Love (detail), 2016, colored pencil, fingerprints, acrylic on canvas, 108 x 202 inches (274 x 513 cm)


Luisa Rabbia: COLLEZIONE MARAMOTTI
By Ida Panicelli
January 1, 2018

The color blue has been important to Luisa Rabbia’s artistic investigations since the 1990s. This show of ten works made between 2009 and 2017 adds new nuances and tonalities: violet, maroon, red. Drawing in pencil on acrylic

paint on paper or canvas, she weaves an intricate web of signs and achieves pictorial plenitude in the combination/opposition of a flat, frequently blue background and the vertiginous stratification of pencil marks. In these works, inner and outer landscapes coexist, demanding a variable perspective from viewers. At close range, one can perceive traces of the artist’s hand, in spirals of entangled colors and imprints of the artist’s fingertips, yet at the same time these works leave no doubt that Rabbia’s vision is expansive, conceiving and controlling vast spaces.

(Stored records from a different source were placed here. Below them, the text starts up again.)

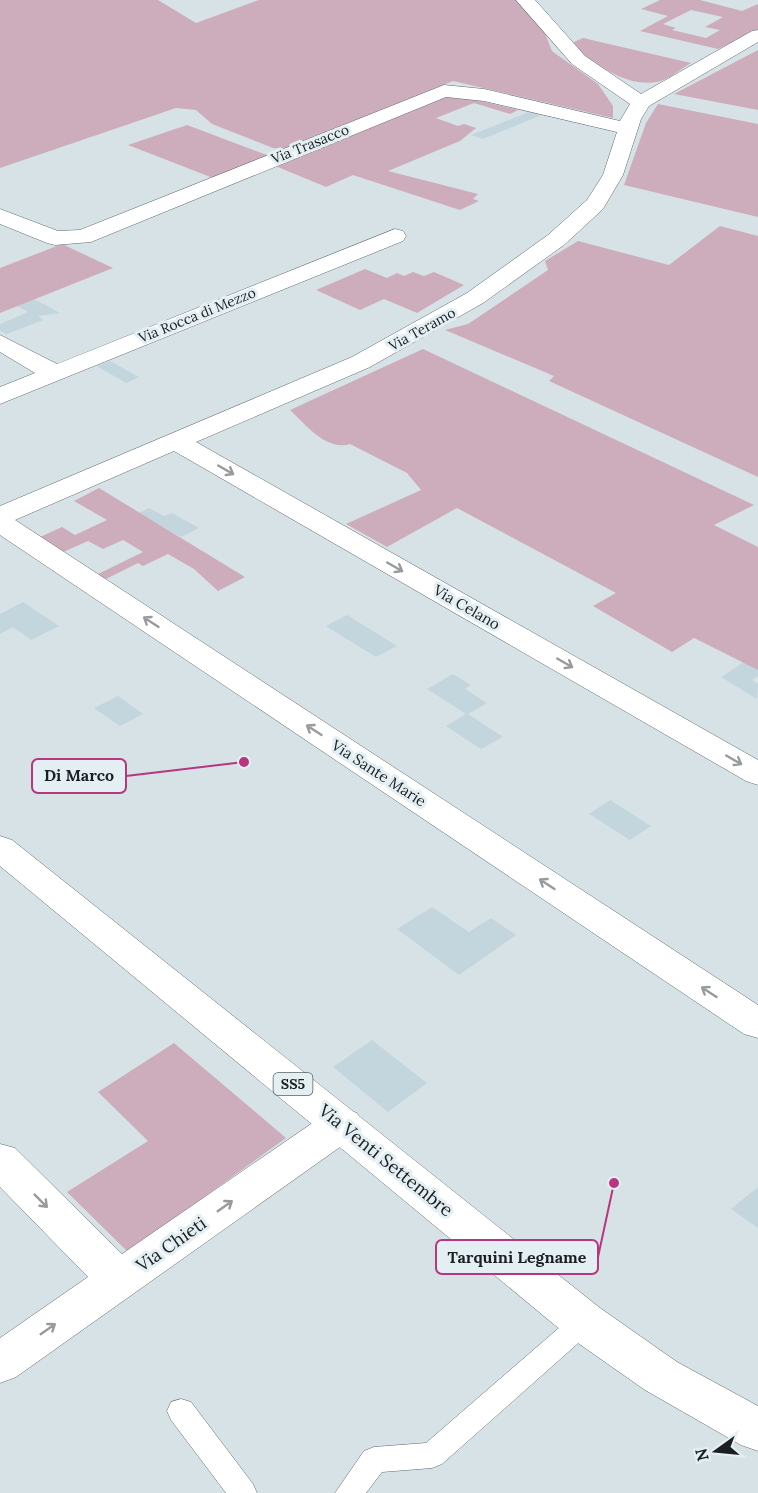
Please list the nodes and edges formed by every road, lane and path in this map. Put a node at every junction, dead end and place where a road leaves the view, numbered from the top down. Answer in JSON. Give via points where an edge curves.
{"nodes":[{"id":1,"x":525,"y":0,"type":"edge"},
{"id":2,"x":758,"y":35,"type":"edge"},
{"id":3,"x":641,"y":102,"type":"junction"},
{"id":4,"x":628,"y":129,"type":"junction"},
{"id":5,"x":0,"y":216,"type":"edge"},
{"id":6,"x":395,"y":236,"type":"dead end"},
{"id":7,"x":0,"y":342,"type":"edge"},
{"id":8,"x":54,"y":373,"type":"junction"},
{"id":9,"x":0,"y":396,"type":"edge"},
{"id":10,"x":175,"y":441,"type":"junction"},
{"id":11,"x":0,"y":516,"type":"edge"},
{"id":12,"x":0,"y":522,"type":"edge"},
{"id":13,"x":758,"y":774,"type":"edge"},
{"id":14,"x":0,"y":848,"type":"edge"},
{"id":15,"x":758,"y":1024,"type":"edge"},
{"id":16,"x":342,"y":1124,"type":"junction"},
{"id":17,"x":0,"y":1160,"type":"edge"},
{"id":18,"x":119,"y":1280,"type":"junction"},
{"id":19,"x":584,"y":1322,"type":"junction"},
{"id":20,"x":0,"y":1363,"type":"edge"},
{"id":21,"x":181,"y":1411,"type":"dead end"},
{"id":22,"x":758,"y":1430,"type":"edge"},
{"id":23,"x":243,"y":1493,"type":"edge"},
{"id":24,"x":349,"y":1493,"type":"edge"}],
"edges":[{"from":1,"to":3,"type":"street","via":[[579,60]]},
{"from":2,"to":3,"type":"street"},
{"from":3,"to":4,"type":"street","name":"Via Teramo"},
{"from":4,"to":5,"type":"street","name":"Via Trasacco","via":[[475,93],[444,92],[83,237],[55,238]]},
{"from":4,"to":10,"type":"street","name":"Via Teramo","via":[[606,190],[590,210],[496,285],[361,362]]},
{"from":6,"to":8,"type":"street","name":"Via Rocca di Mezzo"},
{"from":7,"to":8,"type":"street"},
{"from":8,"to":9,"type":"street","name":"Via Rocca di Mezzo"},
{"from":10,"to":11,"type":"street","name":"Via Teramo"},
{"from":10,"to":13,"type":"street","name":"Via Celano","one_way":true},
{"from":15,"to":12,"type":"street","name":"Via Sante Marie","one_way":true},
{"from":14,"to":16,"type":"street","name":"Via Venti Settembre","number":"SS5"},
{"from":18,"to":16,"type":"street","name":"Via Chieti","one_way":true},
{"from":16,"to":19,"type":"street","name":"Via Venti Settembre","number":"SS5"},
{"from":17,"to":18,"type":"street","one_way":true},
{"from":20,"to":18,"type":"street","name":"Via Chieti","one_way":true},
{"from":19,"to":22,"type":"street","name":"Via Venti Settembre","number":"SS5","via":[[661,1376]]},
{"from":19,"to":24,"type":"lane","via":[[432,1455],[374,1460]]},
{"from":21,"to":23,"type":"lane"}]}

Love, 2016, from which the show takes its title, is the first painting in a trilogy that also includes Birth and Death, both 2017; all are the same size, nine feet by sixteen feet ten inches. (The latter two works will be exhibited for the first time at the Peter Blum Gallery in New York in February 2018.) In Love, two gigantic genderless figures are joined at their centers and hold hands, floating weightlessly over a blue space that might be an ocean, a cosmos, or an amniotic environment. The intimate landscape formed by the tantric union of two bodies extends into the outer one, consolidated through a vein- or rootlike structure that seems to fuse organic, human, and celestial geographies. Likewise, in NorthEastSouthWest, 2014, microcosm and macrocosm interweave in a nebulous primordial state. Four juxtaposed panels compose an image of a vital organ, perhaps a brain or a kind of heart; expanding from the center, the structure reaches toward infinity with tubular tentacles that continue beyond the frame in the four cardinal directions.

The vast and spectacular site-specific blue wall painting Another Country, 2017, is inspired by James Baldwin’s book of the same title. Baldwin’s phrase conjures the possibility of a place beyond race and gender. On the mural’s upper portion, an indistinct human multitude moves from right to left against a white background, with myriad blue heads created from the artist’s fingerprints. Present in Rabbia’s work since 2012, the fingerprint functions as a mark of individuality and alludes to the trace that every human being leaves over the course of a lifetime, regardless of gender or race. In the lower portion of the mural, deep roots drawn in white pastel stretch down into the tangled depths of history, from which we all have emerged. There is a longing for freedom in these human masses in motion, and if the roots seem to stifle free movement, they also provide nourishment, generation after generation.

Similarly, in I Want to Be There, Too, 2015, a thronging crowd formed by fingerprints in blue acrylic gathers on the banks of an impetuous, apocalyptic red river, apparently seeking to traverse it. One inevitably thinks of refugees crossing the Mediterranean. Moving once again from personal and inner experiences to the collective and social, Rabbia’s associations in this dramatic painting speak of empathy and the possibility of dialogue and encounter. Despite the demarcation line, the river’s currents allow the circulation of shared feelings, expectations, and fears— and assimilate individuals and crowds into the grand stream of history.

—Ida Panicelli
Translated from Italian by Marguerite Shore.